Le service de Bibliobus de l'Université populaire jurassienne dessert depuis 31 ans les villages du Jura et du Jura bernois. A chaque tournée dans 97 villages, les trois bus aménagés en bibliothèque et médiathèque emportent 18000 livres et documents. Ce système est la preuve vivante qu'une entreprise associative, sans but lucratif, peut donner d'excellents résultats. Reportage.

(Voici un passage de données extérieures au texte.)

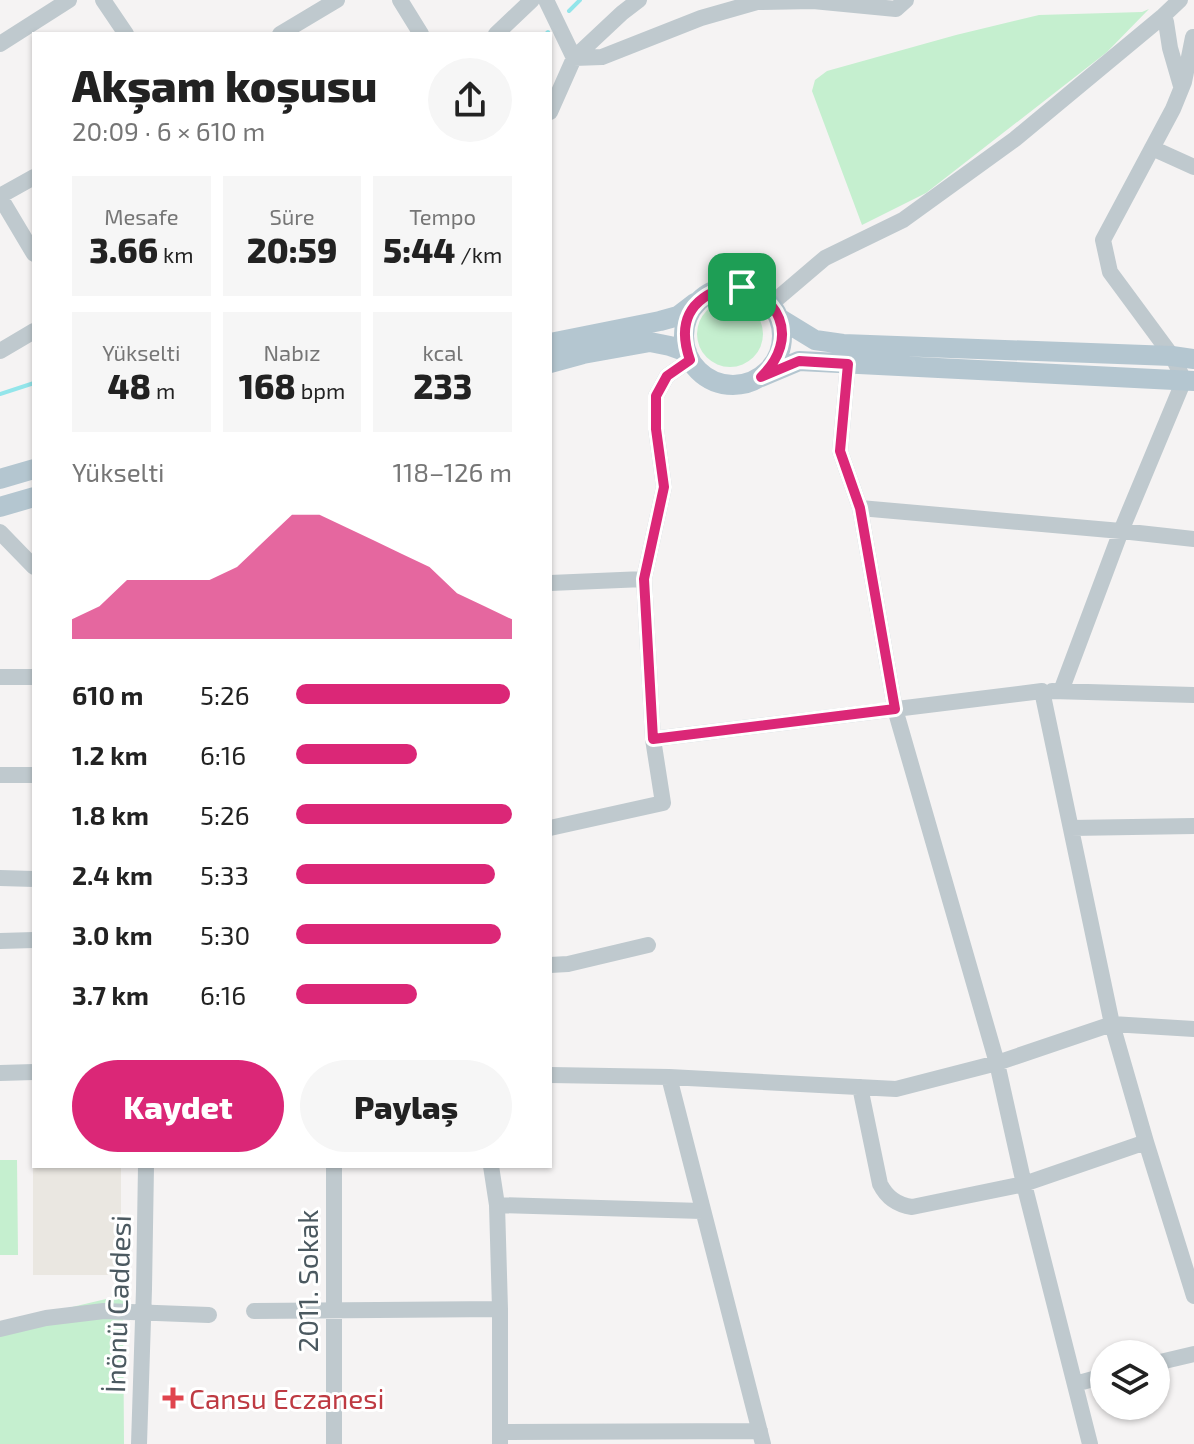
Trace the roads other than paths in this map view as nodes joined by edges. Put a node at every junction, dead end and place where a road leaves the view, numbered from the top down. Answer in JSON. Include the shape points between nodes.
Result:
{"nodes":[{"id":1,"x":69,"y":0,"type":"edge"},
{"id":2,"x":103,"y":0,"type":"edge"},
{"id":3,"x":337,"y":0,"type":"edge"},
{"id":4,"x":400,"y":0,"type":"edge"},
{"id":5,"x":532,"y":0,"type":"edge"},
{"id":6,"x":546,"y":0,"type":"edge"},
{"id":7,"x":639,"y":0,"type":"edge"},
{"id":8,"x":906,"y":0,"type":"edge"},
{"id":9,"x":1161,"y":0,"type":"edge"},
{"id":10,"x":1180,"y":0,"type":"edge"},
{"id":11,"x":769,"y":1,"type":"edge"},
{"id":12,"x":1164,"y":20,"type":"junction"},
{"id":13,"x":125,"y":32,"type":"edge"},
{"id":14,"x":283,"y":32,"type":"edge"},
{"id":15,"x":420,"y":32,"type":"edge"},
{"id":16,"x":498,"y":32,"type":"edge"},
{"id":17,"x":1193,"y":37,"type":"edge"},
{"id":18,"x":0,"y":44,"type":"edge"},
{"id":19,"x":574,"y":58,"type":"junction"},
{"id":20,"x":1182,"y":89,"type":"junction"},
{"id":21,"x":552,"y":108,"type":"edge"},
{"id":22,"x":1152,"y":148,"type":"junction"},
{"id":23,"x":1194,"y":167,"type":"edge"},
{"id":24,"x":32,"y":178,"type":"edge"},
{"id":25,"x":0,"y":196,"type":"edge"},
{"id":26,"x":32,"y":251,"type":"edge"},
{"id":27,"x":698,"y":301,"type":"junction"},
{"id":28,"x":775,"y":311,"type":"junction"},
{"id":29,"x":32,"y":332,"type":"edge"},
{"id":30,"x":552,"y":343,"type":"edge"},
{"id":31,"x":0,"y":351,"type":"edge"},
{"id":32,"x":689,"y":356,"type":"junction"},
{"id":33,"x":1172,"y":356,"type":"junction"},
{"id":34,"x":1194,"y":359,"type":"edge"},
{"id":35,"x":552,"y":362,"type":"edge"},
{"id":36,"x":848,"y":364,"type":"junction"},
{"id":37,"x":761,"y":377,"type":"junction"},
{"id":38,"x":1189,"y":380,"type":"edge"},
{"id":39,"x":32,"y":470,"type":"edge"},
{"id":40,"x":0,"y":479,"type":"edge"},
{"id":41,"x":32,"y":498,"type":"edge"},
{"id":42,"x":0,"y":507,"type":"edge"},
{"id":43,"x":860,"y":508,"type":"junction"},
{"id":44,"x":1121,"y":531,"type":"junction"},
{"id":45,"x":0,"y":532,"type":"edge"},
{"id":46,"x":1194,"y":539,"type":"edge"},
{"id":47,"x":32,"y":565,"type":"edge"},
{"id":48,"x":644,"y":579,"type":"junction"},
{"id":49,"x":552,"y":583,"type":"edge"},
{"id":50,"x":0,"y":677,"type":"edge"},
{"id":51,"x":32,"y":677,"type":"edge"},
{"id":52,"x":1042,"y":691,"type":"junction"},
{"id":53,"x":1061,"y":691,"type":"junction"},
{"id":54,"x":1194,"y":695,"type":"edge"},
{"id":55,"x":895,"y":709,"type":"junction"},
{"id":56,"x":653,"y":739,"type":"junction"},
{"id":57,"x":0,"y":775,"type":"edge"},
{"id":58,"x":32,"y":775,"type":"edge"},
{"id":59,"x":1194,"y":826,"type":"edge"},
{"id":60,"x":552,"y":828,"type":"edge"},
{"id":61,"x":1071,"y":828,"type":"junction"},
{"id":62,"x":0,"y":878,"type":"edge"},
{"id":63,"x":32,"y":879,"type":"edge"},
{"id":64,"x":32,"y":940,"type":"edge"},
{"id":65,"x":0,"y":941,"type":"edge"},
{"id":66,"x":648,"y":945,"type":"dead end"},
{"id":67,"x":552,"y":965,"type":"edge"},
{"id":68,"x":1112,"y":1024,"type":"junction"},
{"id":69,"x":1194,"y":1029,"type":"edge"},
{"id":70,"x":997,"y":1063,"type":"junction"},
{"id":71,"x":32,"y":1072,"type":"edge"},
{"id":72,"x":0,"y":1073,"type":"edge"},
{"id":73,"x":552,"y":1075,"type":"edge"},
{"id":74,"x":669,"y":1077,"type":"junction"},
{"id":75,"x":860,"y":1087,"type":"junction"},
{"id":76,"x":1146,"y":1142,"type":"junction"},
{"id":77,"x":146,"y":1168,"type":"edge"},
{"id":78,"x":334,"y":1168,"type":"edge"},
{"id":79,"x":491,"y":1168,"type":"edge"},
{"id":80,"x":1024,"y":1184,"type":"junction"},
{"id":81,"x":497,"y":1205,"type":"junction"},
{"id":82,"x":702,"y":1211,"type":"junction"},
{"id":83,"x":1194,"y":1296,"type":"edge"},
{"id":84,"x":500,"y":1309,"type":"junction"},
{"id":85,"x":254,"y":1311,"type":"dead end"},
{"id":86,"x":333,"y":1311,"type":"junction"},
{"id":87,"x":144,"y":1314,"type":"junction"},
{"id":88,"x":209,"y":1315,"type":"dead end"},
{"id":89,"x":0,"y":1329,"type":"edge"},
{"id":90,"x":1194,"y":1354,"type":"edge"},
{"id":91,"x":1170,"y":1360,"type":"edge"},
{"id":92,"x":1090,"y":1380,"type":"edge"},
{"id":93,"x":1075,"y":1384,"type":"junction"},
{"id":94,"x":500,"y":1438,"type":"edge"},
{"id":95,"x":762,"y":1438,"type":"edge"},
{"id":96,"x":139,"y":1444,"type":"edge"},
{"id":97,"x":334,"y":1444,"type":"edge"},
{"id":98,"x":1090,"y":1444,"type":"edge"}],
"edges":[{"from":1,"to":18,"type":"street"},
{"from":2,"to":13,"type":"street"},
{"from":3,"to":14,"type":"street"},
{"from":4,"to":15,"type":"street"},
{"from":5,"to":16,"type":"street"},
{"from":6,"to":19,"type":"street"},
{"from":7,"to":19,"type":"street"},
{"from":8,"to":11,"type":"street","via":[[896,9]]},
{"from":9,"to":12,"type":"street"},
{"from":10,"to":12,"type":"street"},
{"from":11,"to":19,"type":"street","via":[[701,18],[602,57]]},
{"from":12,"to":17,"type":"street"},
{"from":12,"to":20,"type":"street"},
{"from":12,"to":28,"type":"street","via":[[903,220],[825,258]]},
{"from":17,"to":20,"type":"street"},
{"from":19,"to":21,"type":"street"},
{"from":20,"to":22,"type":"street"},
{"from":22,"to":23,"type":"street"},
{"from":22,"to":33,"type":"street","via":[[1103,240],[1110,272]]},
{"from":24,"to":25,"type":"street"},
{"from":25,"to":26,"type":"street"},
{"from":27,"to":28,"type":"main road","via":[[726,287],[742,287],[758,293]]},
{"from":27,"to":30,"type":"main road","via":[[678,316]]},
{"from":27,"to":32,"type":"main road","via":[[684,329]]},
{"from":28,"to":33,"type":"main road","via":[[815,340],[843,344]]},
{"from":28,"to":37,"type":"main road","via":[[782,334],[780,351]]},
{"from":29,"to":31,"type":"street"},
{"from":32,"to":35,"type":"main road","via":[[650,342]]},
{"from":32,"to":37,"type":"main road","via":[[700,373],[714,381],[729,385]]},
{"from":32,"to":48,"type":"street","via":[[667,376],[656,396],[664,487]]},
{"from":33,"to":34,"type":"main road"},
{"from":33,"to":38,"type":"street"},
{"from":36,"to":37,"type":"main road","via":[[799,361]]},
{"from":36,"to":38,"type":"main road"},
{"from":36,"to":43,"type":"street","via":[[840,451]]},
{"from":38,"to":44,"type":"street"},
{"from":39,"to":40,"type":"main road"},
{"from":41,"to":42,"type":"main road"},
{"from":43,"to":44,"type":"street"},
{"from":43,"to":55,"type":"street"},
{"from":44,"to":46,"type":"street"},
{"from":44,"to":53,"type":"street"},
{"from":45,"to":47,"type":"street"},
{"from":48,"to":49,"type":"street"},
{"from":48,"to":56,"type":"street"},
{"from":50,"to":51,"type":"street"},
{"from":52,"to":53,"type":"street"},
{"from":52,"to":55,"type":"street"},
{"from":52,"to":61,"type":"street"},
{"from":53,"to":54,"type":"street"},
{"from":55,"to":56,"type":"street"},
{"from":55,"to":70,"type":"street"},
{"from":56,"to":60,"type":"street","via":[[663,803]]},
{"from":57,"to":58,"type":"street"},
{"from":59,"to":61,"type":"street"},
{"from":61,"to":68,"type":"street"},
{"from":62,"to":63,"type":"street"},
{"from":64,"to":65,"type":"street"},
{"from":66,"to":67,"type":"street"},
{"from":68,"to":69,"type":"street"},
{"from":68,"to":70,"type":"street"},
{"from":68,"to":76,"type":"street"},
{"from":70,"to":75,"type":"street","via":[[896,1089]]},
{"from":70,"to":80,"type":"street"},
{"from":71,"to":72,"type":"street"},
{"from":73,"to":74,"type":"street"},
{"from":74,"to":75,"type":"street"},
{"from":74,"to":82,"type":"street"},
{"from":75,"to":80,"type":"street","via":[[880,1184],[898,1204],[912,1207]]},
{"from":76,"to":80,"type":"street"},
{"from":76,"to":83,"type":"street"},
{"from":77,"to":87,"type":"street","name":"İnönü Caddesi"},
{"from":78,"to":86,"type":"street","name":"2011. Sokak"},
{"from":79,"to":81,"type":"street"},
{"from":80,"to":93,"type":"street"},
{"from":81,"to":82,"type":"street"},
{"from":81,"to":84,"type":"street"},
{"from":82,"to":95,"type":"street"},
{"from":84,"to":86,"type":"street"},
{"from":84,"to":94,"type":"street"},
{"from":85,"to":86,"type":"street"},
{"from":86,"to":97,"type":"street","name":"2011. Sokak"},
{"from":87,"to":88,"type":"street"},
{"from":87,"to":89,"type":"street","via":[[104,1311]]},
{"from":87,"to":96,"type":"street","name":"İnönü Caddesi"},
{"from":90,"to":91,"type":"street"},
{"from":92,"to":93,"type":"street"},
{"from":93,"to":98,"type":"street"},
{"from":94,"to":95,"type":"street"}]}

Faire circuler des poids lourds pleins de livres dans des villages pour rendre service à la population et promouvoir la lecture: c'était une idée folle et généreuse qui n'aurait sans doute jamais vu le jour si ses initiateurs s'en étaient tenus aux canons de la pensée unique du «tout au marché» dont les zélateurs sont d'ailleurs aujourd'hui en train de déchanter. Depuis plus de trois décennies, voguant à contre-courant de la vague de démantèlement des prestations dans les périphéries, le Bibliobus fait mieux que résister: il ne cesse de se développer, prouvant une fois de plus qu'une entreprise associative, si elle est bien gérée, peut passer de l'utopie à la réalité.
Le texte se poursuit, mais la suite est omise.